Let Him Take All [Love]

“You shall love the Lord your God with all your heart and with all your soul and with all your mind. 38 This is the great and first commandment. 39 And a second is like it: You shall love your neighbor as yourself.”

Matt. 22:37-39

Love is the ultimate response God is looking for from us.  It is the currency of Heaven.  The Kingdom’s economy is ‘the gold standard’ of love.  It’s the way business gets done in eternity.  Love! Without love ruling our lives now, we will arrive there as paupers and beggars. We will disobey Jesus as well.

God is our primary target to love.  And the quality of it can be appreciated from its ‘source point’.  Heart.  Soul.  Mind.  These are the starting places for our affection.  The caliber of our worship is summed up by the word, “all.”  That word has a totality, and a significance to it.  It further intensifies love to the only acceptable place. Love indeed is the perfect “make-up.” We’re never more beautiful then when we love God or another person.

As disciples who are indeed flawed and broken, we can still find a place where we can minister from.  I can’t do a lot anymore, but I can love.  Loving God is something I can do, even with my issues. I can always love. I can always give my all, my heart to someone else. I can always love!

And actually, this disability strips my discipleship to a simpler and basic level.  At the “lowest common denominator”  my faith is still valid and vital.  I love Jesus, even when I can’t be a senior pastor  or teach at my Bible School anymore. I accept this. I can even rejoice in this new “inadequacy.”

Loving Him and following Him can be done, even with a limp.
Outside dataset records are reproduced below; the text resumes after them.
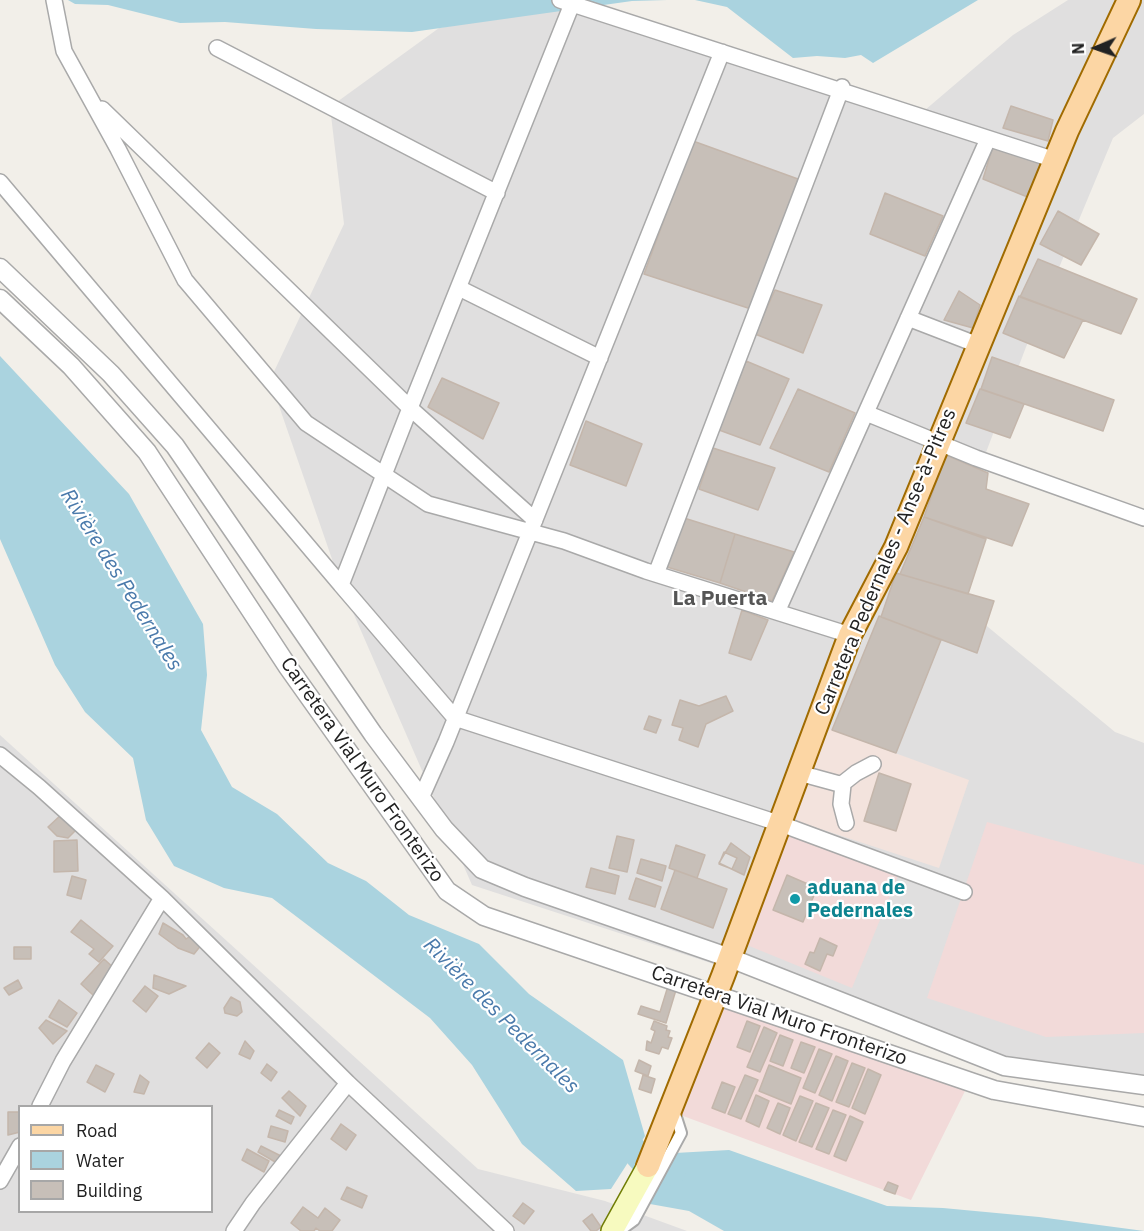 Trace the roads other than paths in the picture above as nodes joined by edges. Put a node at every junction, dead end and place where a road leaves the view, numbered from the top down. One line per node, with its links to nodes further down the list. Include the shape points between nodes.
1 (54, 0): 7 (street, via 64,51)
2 (1129, 0): 9 (main road, Carretera Pedernales - Anse-à-Pitres)
3 (566, 2): 5 (street); 11 (street)
4 (217, 48): 11 (street)
5 (722, 52): 8 (street); 17 (street)
6 (842, 87): 23 (street)
7 (90, 97): 18 (street); 20 (street, via 185,280 306,423)
8 (988, 139): 9 (street); 15 (street)
9 (1055, 160): 16 (main road, Carretera Pedernales - Anse-à-Pitres)
10 (0, 182): 24 (street)
11 (497, 193): 13 (street)
12 (0, 268): 32 (street, Carretera Vial Muro Fronterizo, via 111,374 174,447)
13 (459, 288): 17 (street); 18 (street)
14 (0, 299): 38 (street, Carretera Vial Muro Fronterizo, via 71,366 147,452 288,668 447,891 484,916)
15 (908, 318): 16 (street); 19 (street)
16 (978, 345): 26 (main road, Carretera Pedernales - Anse-à-Pitres, via 896,547)
17 (600, 358): 22 (street)
18 (410, 408): 20 (street); 22 (street)
19 (866, 413): 21 (street, via 976,458); 25 (street)
20 (385, 474): 22 (street, via 428,504); 24 (street)
21 (1144, 518)
22 (531, 526): 23 (street); 27 (street)
23 (656, 574): 25 (street)
24 (341, 585): 27 (street)
25 (777, 612): 26 (street)
26 (850, 635): 30 (main road, Carretera Pedernales - Anse-à-Pitres)
27 (455, 718): 32 (street); 34 (street)
28 (0, 755): 36 (street)
29 (873, 764): 31 (street)
30 (799, 773): 31 (street); 34 (main road, Carretera Pedernales - Anse-à-Pitres)
31 (842, 784): 33 (street)
32 (421, 798): 37 (street, Carretera Vial Muro Fronterizo, via 482,869 525,888)
33 (846, 823)
34 (781, 824): 35 (street); 37 (main road, Carretera Pedernales - Anse-à-Pitres)
35 (964, 892)
36 (162, 898): 39 (street); 41 (street, via 63,1061)
37 (730, 958): 38 (main road, Carretera Pedernales - Anse-à-Pitres); 40 (street, Carretera Vial Muro Fronterizo, via 1004,1066)
38 (716, 994): 42 (main road, Carretera Pedernales - Anse-à-Pitres); 43 (street, Carretera Vial Muro Fronterizo, via 994,1090)
39 (348, 1083): 47 (street); 48 (street)
40 (1144, 1085)
41 (41, 1105)
42 (673, 1106): 45 (main road, Carretera Pedernales - Anse-à-Pitres); 50 (street, via 681,1133 634,1220)
43 (1144, 1117)
44 (18, 1150): 46 (street)
45 (648, 1166): 49 (main road)
46 (0, 1181)
47 (234, 1231)
48 (506, 1231)
49 (612, 1231)
50 (619, 1231) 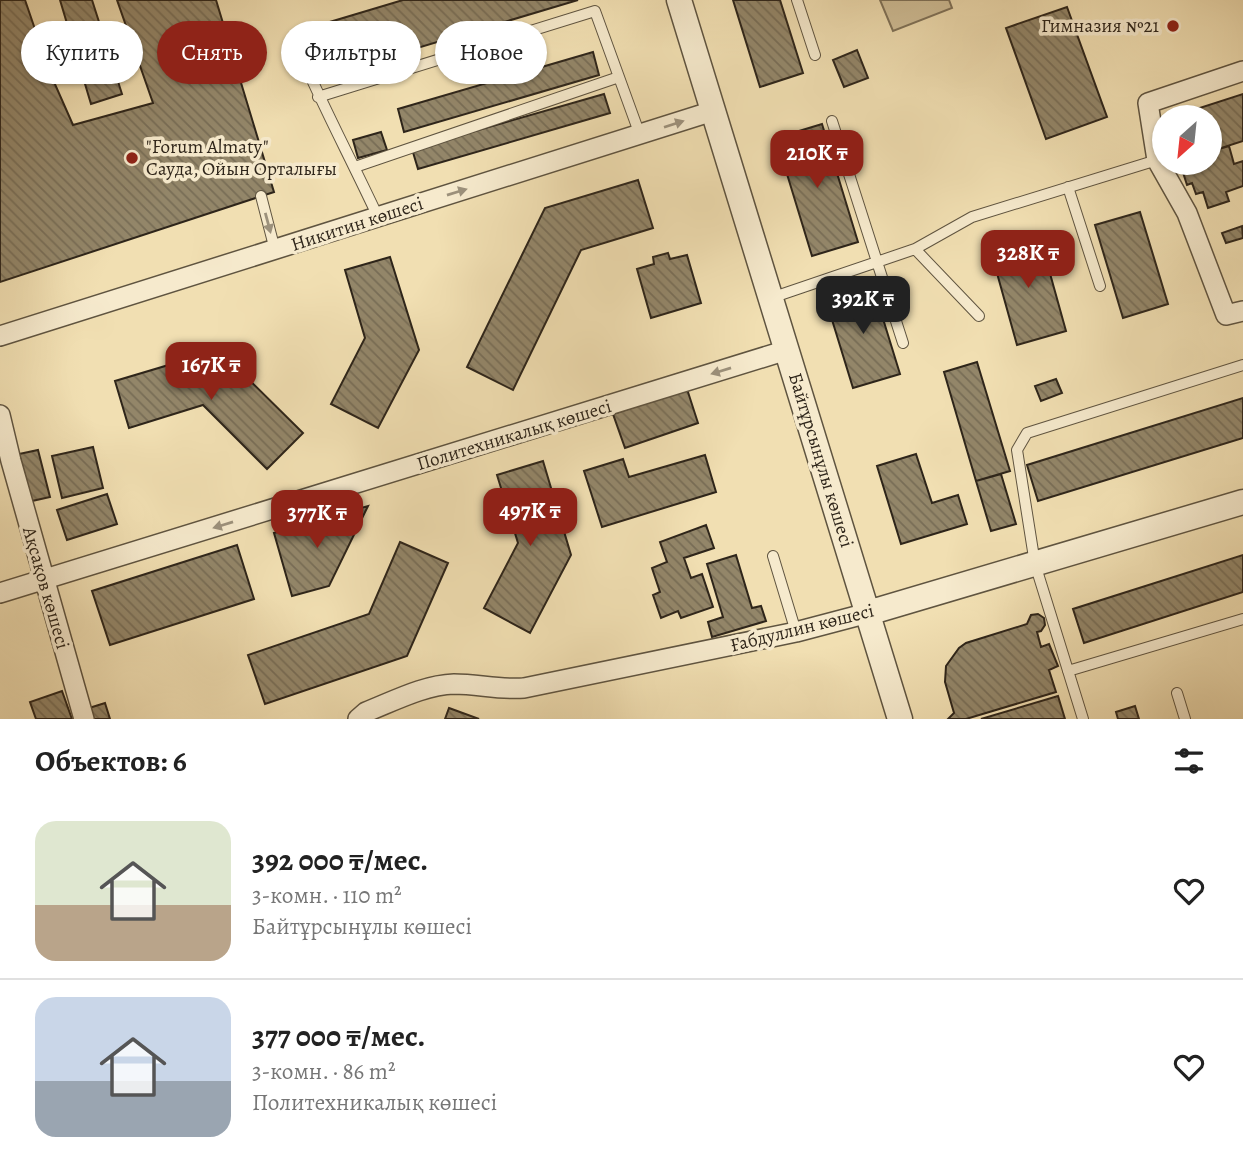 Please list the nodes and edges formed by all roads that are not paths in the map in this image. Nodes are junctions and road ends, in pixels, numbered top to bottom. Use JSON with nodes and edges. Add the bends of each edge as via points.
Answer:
{"nodes":[{"id":1,"x":679,"y":0,"type":"edge"},
{"id":2,"x":797,"y":0,"type":"edge"},
{"id":3,"x":815,"y":55,"type":"dead end"},
{"id":4,"x":1243,"y":71,"type":"edge"},
{"id":5,"x":619,"y":77,"type":"junction"},
{"id":6,"x":313,"y":84,"type":"edge"},
{"id":7,"x":318,"y":97,"type":"junction"},
{"id":8,"x":713,"y":111,"type":"junction"},
{"id":9,"x":832,"y":121,"type":"dead end"},
{"id":10,"x":1152,"y":128,"type":"edge"},
{"id":11,"x":640,"y":135,"type":"junction"},
{"id":12,"x":1152,"y":162,"type":"edge"},
{"id":13,"x":355,"y":167,"type":"junction"},
{"id":14,"x":1165,"y":175,"type":"edge"},
{"id":15,"x":1068,"y":187,"type":"junction"},
{"id":16,"x":261,"y":196,"type":"dead end"},
{"id":17,"x":378,"y":217,"type":"junction"},
{"id":18,"x":915,"y":249,"type":"junction"},
{"id":19,"x":275,"y":250,"type":"junction"},
{"id":20,"x":876,"y":263,"type":"junction"},
{"id":21,"x":1100,"y":286,"type":"dead end"},
{"id":22,"x":771,"y":298,"type":"junction"},
{"id":23,"x":1234,"y":313,"type":"edge"},
{"id":24,"x":979,"y":316,"type":"dead end"},
{"id":25,"x":0,"y":336,"type":"edge"},
{"id":26,"x":903,"y":343,"type":"dead end"},
{"id":27,"x":786,"y":350,"type":"junction"},
{"id":28,"x":1243,"y":365,"type":"edge"},
{"id":29,"x":0,"y":415,"type":"edge"},
{"id":30,"x":1243,"y":502,"type":"edge"},
{"id":31,"x":773,"y":556,"type":"dead end"},
{"id":32,"x":1035,"y":564,"type":"junction"},
{"id":33,"x":44,"y":581,"type":"junction"},
{"id":34,"x":0,"y":593,"type":"edge"},
{"id":35,"x":868,"y":612,"type":"junction"},
{"id":36,"x":1243,"y":619,"type":"edge"},
{"id":37,"x":796,"y":632,"type":"junction"},
{"id":38,"x":1068,"y":671,"type":"junction"},
{"id":39,"x":1177,"y":693,"type":"dead end"},
{"id":40,"x":84,"y":719,"type":"edge"},
{"id":41,"x":358,"y":719,"type":"edge"},
{"id":42,"x":900,"y":719,"type":"edge"},
{"id":43,"x":1083,"y":719,"type":"edge"},
{"id":44,"x":1185,"y":719,"type":"edge"}],
"edges":[{"from":1,"to":8,"type":"street","name":"Байтұрсынұлы көшесі"},
{"from":2,"to":3,"type":"lane"},
{"from":4,"to":10,"type":"street","via":[[1148,103]]},
{"from":5,"to":7,"type":"lane","via":[[595,11]]},
{"from":5,"to":11,"type":"lane"},
{"from":5,"to":13,"type":"lane"},
{"from":6,"to":7,"type":"lane"},
{"from":7,"to":13,"type":"lane"},
{"from":11,"to":8,"type":"street","name":"Никитин көшесі","one_way":true},
{"from":8,"to":22,"type":"street","name":"Байтұрсынұлы көшесі"},
{"from":9,"to":20,"type":"lane"},
{"from":17,"to":11,"type":"street","name":"Никитин көшесі","one_way":true},
{"from":12,"to":15,"type":"lane"},
{"from":13,"to":17,"type":"lane"},
{"from":14,"to":23,"type":"street"},
{"from":15,"to":18,"type":"lane","via":[[972,217]]},
{"from":15,"to":21,"type":"lane"},
{"from":16,"to":19,"type":"lane","one_way":true},
{"from":17,"to":19,"type":"street","name":"Никитин көшесі"},
{"from":18,"to":20,"type":"lane"},
{"from":18,"to":24,"type":"lane"},
{"from":19,"to":25,"type":"street","name":"Никитин көшесі"},
{"from":20,"to":22,"type":"lane"},
{"from":20,"to":26,"type":"lane"},
{"from":22,"to":27,"type":"street","name":"Байтұрсынұлы көшесі"},
{"from":27,"to":33,"type":"street","name":"Политехникалық көшесі","one_way":true},
{"from":27,"to":35,"type":"street","name":"Байтұрсынұлы көшесі"},
{"from":28,"to":32,"type":"lane","via":[[1027,433],[1017,450]]},
{"from":29,"to":33,"type":"street","name":"Ақсақов көшесі"},
{"from":30,"to":32,"type":"street","name":"Ғабдуллин көшесі"},
{"from":31,"to":37,"type":"lane"},
{"from":32,"to":35,"type":"street","name":"Ғабдуллин көшесі"},
{"from":32,"to":38,"type":"lane"},
{"from":33,"to":34,"type":"street","name":"Политехникалық көшесі"},
{"from":33,"to":40,"type":"street","name":"Ақсақов көшесі"},
{"from":35,"to":37,"type":"street","name":"Ғабдуллин көшесі"},
{"from":35,"to":42,"type":"street","name":"Байтұрсынұлы көшесі"},
{"from":36,"to":38,"type":"lane"},
{"from":37,"to":41,"type":"street","name":"Ғабдуллин көшесі","via":[[524,688],[453,684],[432,688]]},
{"from":38,"to":43,"type":"lane"},
{"from":39,"to":44,"type":"lane"}]}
Fifteen years ago I sat waiting for my bus, at King’s Cross in London, England.  I was all alone, and I felt it. There was also a strong sense of brokenness that encircled me, I was painfully aware of my disability.  I was coming a bit unglued at the enormity of my mental illness. I sat staring at the floor just in front of me.  I could do nothing else. All I could do is stare. Stare some more.

But  suddenly, in my field of vision, just in front of me, hopped a bird with a crippled foot.  Something had damaged him.  The thing that profoundly spoke to me was that bird was not at all devastated, not at all.  And the Lord spoke to me about that bird, and His comfort pumped right through to my veins.  I felt I was right where I was supposed to be.  I had become the ‘broken sparrow,’ and amazingly I could still follow. Maybe, even better now, because of my ‘limp’.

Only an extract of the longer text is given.